- **Excerpted data**:
__________________________________________________

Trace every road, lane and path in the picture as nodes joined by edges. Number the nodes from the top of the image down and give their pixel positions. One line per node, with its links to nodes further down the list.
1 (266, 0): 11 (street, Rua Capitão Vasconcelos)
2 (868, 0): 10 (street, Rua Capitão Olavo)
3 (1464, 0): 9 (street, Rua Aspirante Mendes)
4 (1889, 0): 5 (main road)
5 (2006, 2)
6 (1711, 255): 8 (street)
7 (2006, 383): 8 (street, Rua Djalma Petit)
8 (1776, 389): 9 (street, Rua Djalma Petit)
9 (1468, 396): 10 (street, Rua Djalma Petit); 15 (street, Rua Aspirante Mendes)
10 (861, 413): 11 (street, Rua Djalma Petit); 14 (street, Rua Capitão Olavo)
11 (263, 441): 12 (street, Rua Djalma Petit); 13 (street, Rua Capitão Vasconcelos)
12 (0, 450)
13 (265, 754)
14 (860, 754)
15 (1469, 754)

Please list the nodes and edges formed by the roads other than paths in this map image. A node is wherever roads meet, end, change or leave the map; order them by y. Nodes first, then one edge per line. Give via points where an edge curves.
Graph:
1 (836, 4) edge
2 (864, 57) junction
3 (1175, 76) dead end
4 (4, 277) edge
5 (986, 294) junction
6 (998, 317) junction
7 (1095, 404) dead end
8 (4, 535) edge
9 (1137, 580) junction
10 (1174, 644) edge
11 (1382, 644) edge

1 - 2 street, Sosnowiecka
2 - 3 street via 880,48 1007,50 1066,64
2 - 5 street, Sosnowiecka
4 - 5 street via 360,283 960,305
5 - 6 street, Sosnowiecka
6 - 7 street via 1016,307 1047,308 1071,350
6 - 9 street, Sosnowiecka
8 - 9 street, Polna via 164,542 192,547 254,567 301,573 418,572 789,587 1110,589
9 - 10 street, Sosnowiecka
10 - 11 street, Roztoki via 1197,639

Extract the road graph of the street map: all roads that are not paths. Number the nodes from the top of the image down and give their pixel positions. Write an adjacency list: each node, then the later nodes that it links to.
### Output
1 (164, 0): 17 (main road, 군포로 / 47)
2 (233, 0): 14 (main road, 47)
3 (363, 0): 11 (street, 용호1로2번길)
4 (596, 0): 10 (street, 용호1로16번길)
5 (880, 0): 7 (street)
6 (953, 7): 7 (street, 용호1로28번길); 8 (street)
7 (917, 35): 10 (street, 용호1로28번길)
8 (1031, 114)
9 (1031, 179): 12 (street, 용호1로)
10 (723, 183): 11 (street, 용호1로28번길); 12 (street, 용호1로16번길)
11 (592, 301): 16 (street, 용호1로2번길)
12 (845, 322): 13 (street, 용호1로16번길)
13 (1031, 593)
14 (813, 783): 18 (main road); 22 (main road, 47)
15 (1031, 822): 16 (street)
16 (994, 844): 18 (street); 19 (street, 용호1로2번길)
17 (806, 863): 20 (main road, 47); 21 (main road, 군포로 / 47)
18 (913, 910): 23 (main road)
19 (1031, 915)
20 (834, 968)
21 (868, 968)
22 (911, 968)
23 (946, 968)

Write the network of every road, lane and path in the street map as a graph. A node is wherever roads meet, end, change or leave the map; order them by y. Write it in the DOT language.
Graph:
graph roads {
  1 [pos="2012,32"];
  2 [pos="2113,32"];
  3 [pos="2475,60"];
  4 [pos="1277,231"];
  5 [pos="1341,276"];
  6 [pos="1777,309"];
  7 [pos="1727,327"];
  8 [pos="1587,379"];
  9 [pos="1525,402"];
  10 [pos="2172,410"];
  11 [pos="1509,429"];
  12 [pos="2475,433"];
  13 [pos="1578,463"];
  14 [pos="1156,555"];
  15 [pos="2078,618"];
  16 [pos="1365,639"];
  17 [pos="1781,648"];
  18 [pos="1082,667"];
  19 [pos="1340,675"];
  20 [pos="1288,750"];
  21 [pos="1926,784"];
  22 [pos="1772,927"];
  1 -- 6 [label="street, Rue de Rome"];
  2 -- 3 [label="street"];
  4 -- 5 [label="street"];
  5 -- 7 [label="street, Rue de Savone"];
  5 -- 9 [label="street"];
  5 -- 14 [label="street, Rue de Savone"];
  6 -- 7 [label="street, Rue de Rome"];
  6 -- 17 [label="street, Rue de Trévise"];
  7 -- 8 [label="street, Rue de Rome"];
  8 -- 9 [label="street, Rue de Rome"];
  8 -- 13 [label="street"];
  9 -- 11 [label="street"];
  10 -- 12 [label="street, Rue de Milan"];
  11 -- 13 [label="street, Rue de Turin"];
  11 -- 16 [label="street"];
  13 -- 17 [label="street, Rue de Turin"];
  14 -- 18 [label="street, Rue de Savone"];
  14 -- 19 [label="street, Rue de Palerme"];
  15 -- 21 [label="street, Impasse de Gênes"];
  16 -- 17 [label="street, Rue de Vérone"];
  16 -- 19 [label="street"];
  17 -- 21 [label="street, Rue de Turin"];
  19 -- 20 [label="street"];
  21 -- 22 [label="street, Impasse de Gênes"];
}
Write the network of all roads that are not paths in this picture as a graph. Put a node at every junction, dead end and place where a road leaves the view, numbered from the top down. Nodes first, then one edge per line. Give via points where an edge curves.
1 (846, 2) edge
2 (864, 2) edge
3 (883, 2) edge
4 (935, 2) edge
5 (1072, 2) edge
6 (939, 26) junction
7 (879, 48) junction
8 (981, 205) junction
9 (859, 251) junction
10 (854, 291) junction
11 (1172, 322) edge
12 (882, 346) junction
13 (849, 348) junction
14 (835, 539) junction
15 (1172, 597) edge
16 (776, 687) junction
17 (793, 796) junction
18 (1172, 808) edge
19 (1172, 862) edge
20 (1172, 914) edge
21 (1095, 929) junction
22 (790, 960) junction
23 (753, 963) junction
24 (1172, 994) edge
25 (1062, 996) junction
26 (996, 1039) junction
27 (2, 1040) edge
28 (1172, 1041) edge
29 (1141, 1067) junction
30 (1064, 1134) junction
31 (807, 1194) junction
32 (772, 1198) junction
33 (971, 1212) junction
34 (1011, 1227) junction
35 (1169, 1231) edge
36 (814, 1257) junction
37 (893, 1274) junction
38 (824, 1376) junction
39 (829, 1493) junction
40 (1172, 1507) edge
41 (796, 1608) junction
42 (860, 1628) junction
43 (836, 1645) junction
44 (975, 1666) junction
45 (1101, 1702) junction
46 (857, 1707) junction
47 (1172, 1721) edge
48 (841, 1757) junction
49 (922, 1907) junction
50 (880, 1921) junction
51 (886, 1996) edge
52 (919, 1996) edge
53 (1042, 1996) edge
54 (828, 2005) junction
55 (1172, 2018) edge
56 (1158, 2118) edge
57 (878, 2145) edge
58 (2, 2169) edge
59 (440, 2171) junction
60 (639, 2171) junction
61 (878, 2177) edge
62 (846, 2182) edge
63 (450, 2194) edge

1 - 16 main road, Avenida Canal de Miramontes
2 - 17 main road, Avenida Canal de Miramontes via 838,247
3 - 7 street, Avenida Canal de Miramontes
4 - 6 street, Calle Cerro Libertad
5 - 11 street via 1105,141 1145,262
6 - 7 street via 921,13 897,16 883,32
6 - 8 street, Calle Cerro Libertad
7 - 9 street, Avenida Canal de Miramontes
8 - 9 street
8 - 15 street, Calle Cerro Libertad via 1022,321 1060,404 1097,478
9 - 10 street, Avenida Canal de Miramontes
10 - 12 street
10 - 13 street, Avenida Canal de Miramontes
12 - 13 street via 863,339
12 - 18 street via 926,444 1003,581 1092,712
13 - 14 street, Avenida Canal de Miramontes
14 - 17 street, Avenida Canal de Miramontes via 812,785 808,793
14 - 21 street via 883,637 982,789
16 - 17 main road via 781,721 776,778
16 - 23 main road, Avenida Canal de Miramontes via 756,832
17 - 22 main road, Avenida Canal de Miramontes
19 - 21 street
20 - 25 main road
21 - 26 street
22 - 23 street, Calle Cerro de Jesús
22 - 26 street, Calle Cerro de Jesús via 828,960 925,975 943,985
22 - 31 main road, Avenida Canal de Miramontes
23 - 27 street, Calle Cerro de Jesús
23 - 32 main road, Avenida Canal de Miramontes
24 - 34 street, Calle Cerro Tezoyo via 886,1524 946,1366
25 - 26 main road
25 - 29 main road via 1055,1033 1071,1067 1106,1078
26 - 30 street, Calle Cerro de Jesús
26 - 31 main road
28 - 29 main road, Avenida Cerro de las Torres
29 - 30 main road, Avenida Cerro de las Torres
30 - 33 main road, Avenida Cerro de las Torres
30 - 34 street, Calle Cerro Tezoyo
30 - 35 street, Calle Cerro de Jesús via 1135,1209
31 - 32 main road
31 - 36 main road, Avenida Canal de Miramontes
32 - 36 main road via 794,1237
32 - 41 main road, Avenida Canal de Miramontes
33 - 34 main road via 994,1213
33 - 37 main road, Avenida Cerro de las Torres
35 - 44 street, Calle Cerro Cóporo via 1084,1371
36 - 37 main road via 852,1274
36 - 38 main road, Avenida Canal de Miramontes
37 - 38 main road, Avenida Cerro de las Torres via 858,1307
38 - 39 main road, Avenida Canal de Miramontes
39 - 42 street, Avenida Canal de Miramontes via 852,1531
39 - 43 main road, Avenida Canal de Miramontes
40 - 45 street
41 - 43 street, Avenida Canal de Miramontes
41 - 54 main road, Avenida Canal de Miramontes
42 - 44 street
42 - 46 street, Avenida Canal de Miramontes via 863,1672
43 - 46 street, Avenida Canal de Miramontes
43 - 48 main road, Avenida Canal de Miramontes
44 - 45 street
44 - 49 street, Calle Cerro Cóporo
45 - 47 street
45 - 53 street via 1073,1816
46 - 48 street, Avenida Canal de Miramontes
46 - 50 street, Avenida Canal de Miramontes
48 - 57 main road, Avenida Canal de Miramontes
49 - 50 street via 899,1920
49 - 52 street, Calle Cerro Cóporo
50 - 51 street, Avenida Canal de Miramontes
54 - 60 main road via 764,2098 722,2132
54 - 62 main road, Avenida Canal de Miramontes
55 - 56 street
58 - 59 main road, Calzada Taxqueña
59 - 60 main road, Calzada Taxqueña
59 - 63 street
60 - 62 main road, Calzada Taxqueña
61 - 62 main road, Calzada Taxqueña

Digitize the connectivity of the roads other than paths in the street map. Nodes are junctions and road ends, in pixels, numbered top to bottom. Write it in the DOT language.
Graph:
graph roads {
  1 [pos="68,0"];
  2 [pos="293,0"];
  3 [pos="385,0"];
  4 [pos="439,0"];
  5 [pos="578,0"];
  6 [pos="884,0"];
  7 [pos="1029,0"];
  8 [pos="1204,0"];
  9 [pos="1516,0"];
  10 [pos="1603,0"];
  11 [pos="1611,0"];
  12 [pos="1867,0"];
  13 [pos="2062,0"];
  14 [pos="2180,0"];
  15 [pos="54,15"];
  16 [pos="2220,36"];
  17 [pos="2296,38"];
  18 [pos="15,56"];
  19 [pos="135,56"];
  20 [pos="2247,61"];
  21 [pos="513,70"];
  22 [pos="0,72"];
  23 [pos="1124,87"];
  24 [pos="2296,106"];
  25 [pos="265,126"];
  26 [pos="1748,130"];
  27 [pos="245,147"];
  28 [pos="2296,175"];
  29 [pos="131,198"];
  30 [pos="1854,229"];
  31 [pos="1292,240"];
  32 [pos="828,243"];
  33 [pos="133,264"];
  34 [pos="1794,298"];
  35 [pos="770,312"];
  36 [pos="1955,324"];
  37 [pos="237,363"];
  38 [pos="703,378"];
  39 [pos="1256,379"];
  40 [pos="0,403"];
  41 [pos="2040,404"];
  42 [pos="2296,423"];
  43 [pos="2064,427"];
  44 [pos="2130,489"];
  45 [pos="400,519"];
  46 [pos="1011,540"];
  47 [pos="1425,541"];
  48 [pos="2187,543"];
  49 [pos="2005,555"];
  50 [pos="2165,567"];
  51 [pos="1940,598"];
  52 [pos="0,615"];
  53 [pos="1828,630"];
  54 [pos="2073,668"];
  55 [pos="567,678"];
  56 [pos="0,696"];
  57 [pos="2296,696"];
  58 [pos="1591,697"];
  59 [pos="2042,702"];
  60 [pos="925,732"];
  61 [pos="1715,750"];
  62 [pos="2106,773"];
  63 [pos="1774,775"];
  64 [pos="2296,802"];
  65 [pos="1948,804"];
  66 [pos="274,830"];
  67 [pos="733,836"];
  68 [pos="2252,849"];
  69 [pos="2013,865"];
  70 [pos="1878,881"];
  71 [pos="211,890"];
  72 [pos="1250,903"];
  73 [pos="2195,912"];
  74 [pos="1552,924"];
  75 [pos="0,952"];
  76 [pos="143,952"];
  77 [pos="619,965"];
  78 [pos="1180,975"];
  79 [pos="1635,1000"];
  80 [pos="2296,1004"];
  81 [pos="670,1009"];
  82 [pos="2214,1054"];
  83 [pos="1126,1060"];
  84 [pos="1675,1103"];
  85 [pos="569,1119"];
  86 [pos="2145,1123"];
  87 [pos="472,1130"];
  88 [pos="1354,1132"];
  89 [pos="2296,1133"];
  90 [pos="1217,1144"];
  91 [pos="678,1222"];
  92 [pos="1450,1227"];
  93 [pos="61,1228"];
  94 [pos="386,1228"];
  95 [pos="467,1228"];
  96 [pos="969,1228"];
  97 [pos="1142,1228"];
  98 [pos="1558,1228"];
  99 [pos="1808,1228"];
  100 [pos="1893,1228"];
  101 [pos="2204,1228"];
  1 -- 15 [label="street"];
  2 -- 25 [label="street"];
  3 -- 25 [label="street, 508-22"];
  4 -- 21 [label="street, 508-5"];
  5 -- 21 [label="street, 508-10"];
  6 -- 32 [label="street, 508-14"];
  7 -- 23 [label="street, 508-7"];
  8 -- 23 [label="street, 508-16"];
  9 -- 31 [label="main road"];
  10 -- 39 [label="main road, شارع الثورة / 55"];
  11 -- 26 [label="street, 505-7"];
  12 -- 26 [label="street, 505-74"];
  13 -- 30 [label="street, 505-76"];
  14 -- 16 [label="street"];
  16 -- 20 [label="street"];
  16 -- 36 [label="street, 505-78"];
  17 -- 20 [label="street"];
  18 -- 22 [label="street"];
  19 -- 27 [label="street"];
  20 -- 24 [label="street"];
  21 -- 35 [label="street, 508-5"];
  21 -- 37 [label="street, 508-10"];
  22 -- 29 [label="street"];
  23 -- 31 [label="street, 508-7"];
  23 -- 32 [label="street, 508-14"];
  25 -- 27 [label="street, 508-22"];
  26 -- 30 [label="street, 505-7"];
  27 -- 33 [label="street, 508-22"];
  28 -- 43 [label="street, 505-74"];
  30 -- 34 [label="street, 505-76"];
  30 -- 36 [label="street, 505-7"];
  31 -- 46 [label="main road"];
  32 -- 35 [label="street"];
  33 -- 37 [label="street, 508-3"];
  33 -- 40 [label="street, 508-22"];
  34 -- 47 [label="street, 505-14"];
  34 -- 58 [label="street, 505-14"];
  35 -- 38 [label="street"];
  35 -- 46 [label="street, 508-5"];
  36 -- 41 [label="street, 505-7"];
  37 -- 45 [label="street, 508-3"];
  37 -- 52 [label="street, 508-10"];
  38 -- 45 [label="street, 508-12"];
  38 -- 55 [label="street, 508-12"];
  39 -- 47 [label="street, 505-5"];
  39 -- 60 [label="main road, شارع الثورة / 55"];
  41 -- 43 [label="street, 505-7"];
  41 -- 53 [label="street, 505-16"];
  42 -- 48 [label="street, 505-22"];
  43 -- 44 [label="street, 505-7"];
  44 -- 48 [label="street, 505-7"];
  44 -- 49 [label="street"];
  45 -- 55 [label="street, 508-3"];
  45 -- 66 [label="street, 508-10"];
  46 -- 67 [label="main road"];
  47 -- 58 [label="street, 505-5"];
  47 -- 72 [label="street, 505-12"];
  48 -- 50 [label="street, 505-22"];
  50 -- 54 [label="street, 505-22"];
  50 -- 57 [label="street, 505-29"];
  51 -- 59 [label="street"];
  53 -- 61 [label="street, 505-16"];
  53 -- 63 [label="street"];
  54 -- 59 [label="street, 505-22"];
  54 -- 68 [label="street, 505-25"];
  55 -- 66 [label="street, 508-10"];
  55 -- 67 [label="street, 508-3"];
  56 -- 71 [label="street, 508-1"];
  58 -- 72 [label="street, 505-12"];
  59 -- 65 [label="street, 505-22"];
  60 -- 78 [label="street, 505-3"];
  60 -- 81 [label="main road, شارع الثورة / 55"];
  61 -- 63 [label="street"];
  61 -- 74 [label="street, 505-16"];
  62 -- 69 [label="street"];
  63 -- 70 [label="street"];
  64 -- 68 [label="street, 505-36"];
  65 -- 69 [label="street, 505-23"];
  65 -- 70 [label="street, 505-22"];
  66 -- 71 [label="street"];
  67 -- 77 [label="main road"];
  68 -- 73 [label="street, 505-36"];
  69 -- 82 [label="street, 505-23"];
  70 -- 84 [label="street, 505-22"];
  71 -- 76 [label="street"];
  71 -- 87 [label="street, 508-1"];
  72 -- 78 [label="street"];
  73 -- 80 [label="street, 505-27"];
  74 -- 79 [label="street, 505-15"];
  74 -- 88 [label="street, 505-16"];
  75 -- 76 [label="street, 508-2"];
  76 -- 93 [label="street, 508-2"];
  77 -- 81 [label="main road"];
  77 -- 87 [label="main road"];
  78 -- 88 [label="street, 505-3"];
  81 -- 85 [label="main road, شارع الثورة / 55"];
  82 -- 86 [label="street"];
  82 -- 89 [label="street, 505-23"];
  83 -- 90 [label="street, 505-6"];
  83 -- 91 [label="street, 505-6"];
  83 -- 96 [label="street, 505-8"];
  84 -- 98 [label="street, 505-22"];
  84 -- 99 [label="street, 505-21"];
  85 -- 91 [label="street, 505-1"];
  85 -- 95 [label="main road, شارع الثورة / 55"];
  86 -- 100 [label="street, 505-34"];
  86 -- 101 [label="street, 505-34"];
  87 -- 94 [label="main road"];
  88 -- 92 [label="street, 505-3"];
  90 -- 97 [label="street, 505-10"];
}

__________________________________________________

- **Work instruction**: Exactly repeat the lines running from the top of the listing to the line bearing "Please list the", both of those lines included, and only them.

- **Worked solution**:
Trace every road, lane and path in the picture as nodes joined by edges. Number the nodes from the top of the image down and give their pixel positions. One line per node, with its links to nodes further down the list.
1 (266, 0): 11 (street, Rua Capitão Vasconcelos)
2 (868, 0): 10 (street, Rua Capitão Olavo)
3 (1464, 0): 9 (street, Rua Aspirante Mendes)
4 (1889, 0): 5 (main road)
5 (2006, 2)
6 (1711, 255): 8 (street)
7 (2006, 383): 8 (street, Rua Djalma Petit)
8 (1776, 389): 9 (street, Rua Djalma Petit)
9 (1468, 396): 10 (street, Rua Djalma Petit); 15 (street, Rua Aspirante Mendes)
10 (861, 413): 11 (street, Rua Djalma Petit); 14 (street, Rua Capitão Olavo)
11 (263, 441): 12 (street, Rua Djalma Petit); 13 (street, Rua Capitão Vasconcelos)
12 (0, 450)
13 (265, 754)
14 (860, 754)
15 (1469, 754)

Please list the nodes and edges formed by the roads other than paths in this map image. A node is wherever roads meet, end, change or leave the map; order them by y. Nodes first, then one edge per line. Give via points where an edge curves.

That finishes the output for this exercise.